**WHAT NEEDS TO BE DONE**
Which lines run from the one containing "Road topology of the" to the end of the entries below? Reproduce them exactly, both ends included.

**MATERIAL SHOWN**
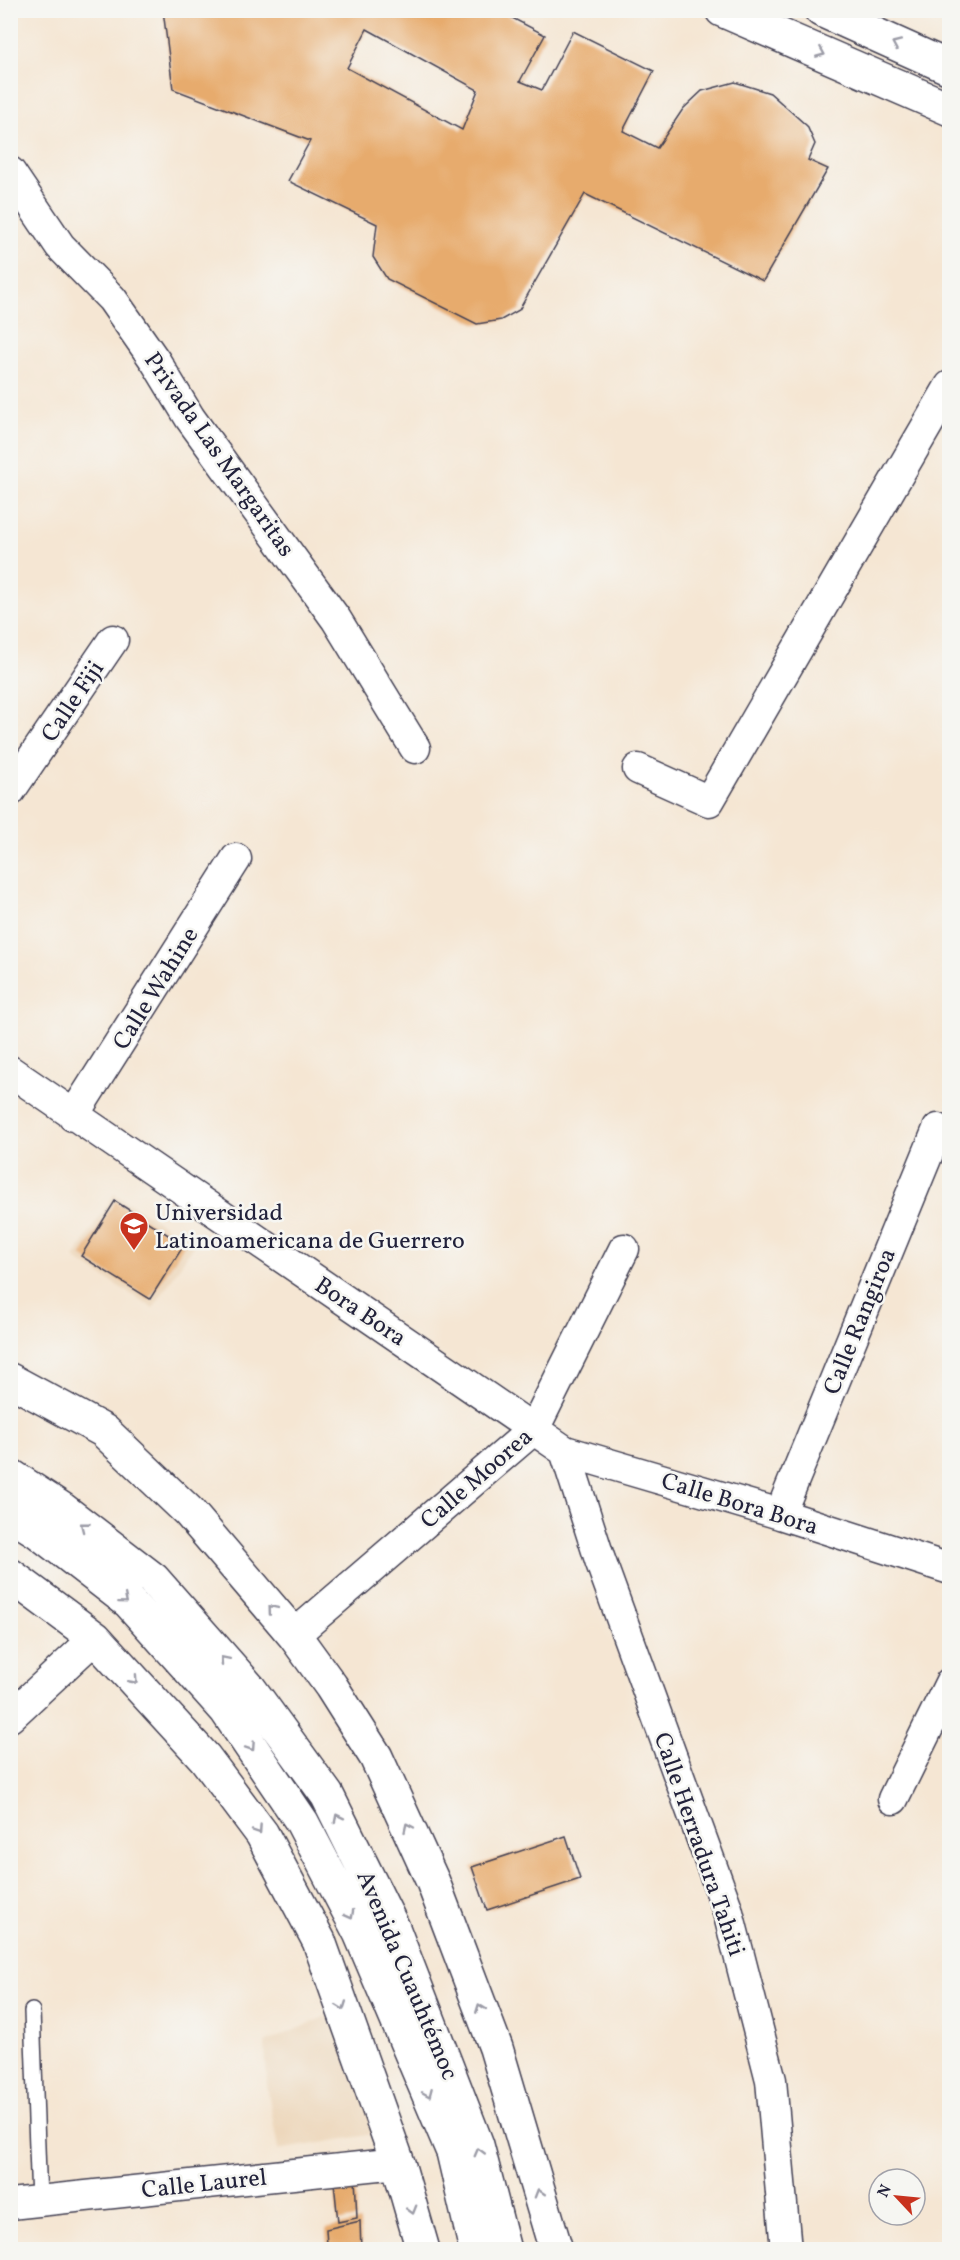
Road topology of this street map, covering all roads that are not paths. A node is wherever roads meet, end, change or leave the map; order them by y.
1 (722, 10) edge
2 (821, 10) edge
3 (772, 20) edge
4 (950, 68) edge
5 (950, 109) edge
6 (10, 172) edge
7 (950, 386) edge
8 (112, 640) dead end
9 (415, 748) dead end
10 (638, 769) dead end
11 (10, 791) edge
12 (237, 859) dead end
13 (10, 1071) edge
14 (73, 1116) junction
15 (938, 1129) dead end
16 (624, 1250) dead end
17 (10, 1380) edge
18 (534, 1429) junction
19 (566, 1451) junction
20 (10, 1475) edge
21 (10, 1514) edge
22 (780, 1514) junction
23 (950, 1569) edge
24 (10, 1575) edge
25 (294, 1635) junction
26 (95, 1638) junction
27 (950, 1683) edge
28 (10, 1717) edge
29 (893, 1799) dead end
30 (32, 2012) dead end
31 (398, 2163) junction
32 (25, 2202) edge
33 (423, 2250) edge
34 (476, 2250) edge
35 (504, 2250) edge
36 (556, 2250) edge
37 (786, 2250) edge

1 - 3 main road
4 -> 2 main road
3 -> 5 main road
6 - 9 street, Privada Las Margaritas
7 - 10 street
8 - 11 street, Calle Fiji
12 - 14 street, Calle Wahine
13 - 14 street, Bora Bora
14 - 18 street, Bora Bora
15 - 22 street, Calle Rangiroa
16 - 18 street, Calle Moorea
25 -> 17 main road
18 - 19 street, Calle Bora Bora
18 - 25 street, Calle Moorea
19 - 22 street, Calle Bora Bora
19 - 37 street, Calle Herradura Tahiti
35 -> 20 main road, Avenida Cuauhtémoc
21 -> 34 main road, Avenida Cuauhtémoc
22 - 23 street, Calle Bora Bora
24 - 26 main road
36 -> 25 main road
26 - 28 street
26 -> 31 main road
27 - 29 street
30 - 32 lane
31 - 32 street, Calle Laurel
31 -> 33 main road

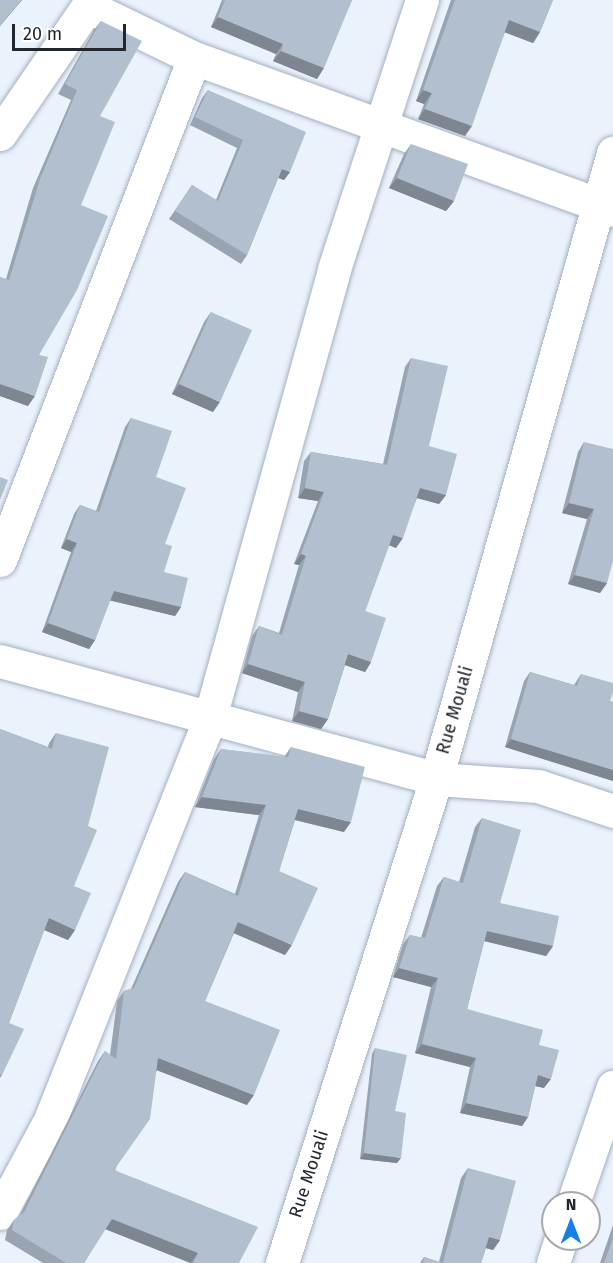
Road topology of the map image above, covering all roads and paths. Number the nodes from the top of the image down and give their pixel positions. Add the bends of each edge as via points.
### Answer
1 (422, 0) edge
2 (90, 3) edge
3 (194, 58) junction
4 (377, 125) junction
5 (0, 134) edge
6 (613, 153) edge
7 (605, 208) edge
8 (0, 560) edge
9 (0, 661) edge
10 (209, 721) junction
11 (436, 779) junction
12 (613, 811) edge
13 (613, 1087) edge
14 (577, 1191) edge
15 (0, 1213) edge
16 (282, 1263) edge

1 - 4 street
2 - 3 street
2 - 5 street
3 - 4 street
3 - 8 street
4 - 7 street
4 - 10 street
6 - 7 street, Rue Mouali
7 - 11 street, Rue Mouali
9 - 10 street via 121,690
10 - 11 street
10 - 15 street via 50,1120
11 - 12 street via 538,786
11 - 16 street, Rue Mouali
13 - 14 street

**ANSWER TO THIS EXERCISE**
Road topology of the map image above, covering all roads and paths. Number the nodes from the top of the image down and give their pixel positions. Add the bends of each edge as via points.
### Answer
1 (422, 0) edge
2 (90, 3) edge
3 (194, 58) junction
4 (377, 125) junction
5 (0, 134) edge
6 (613, 153) edge
7 (605, 208) edge
8 (0, 560) edge
9 (0, 661) edge
10 (209, 721) junction
11 (436, 779) junction
12 (613, 811) edge
13 (613, 1087) edge
14 (577, 1191) edge
15 (0, 1213) edge
16 (282, 1263) edge

1 - 4 street
2 - 3 street
2 - 5 street
3 - 4 street
3 - 8 street
4 - 7 street
4 - 10 street
6 - 7 street, Rue Mouali
7 - 11 street, Rue Mouali
9 - 10 street via 121,690
10 - 11 street
10 - 15 street via 50,1120
11 - 12 street via 538,786
11 - 16 street, Rue Mouali
13 - 14 street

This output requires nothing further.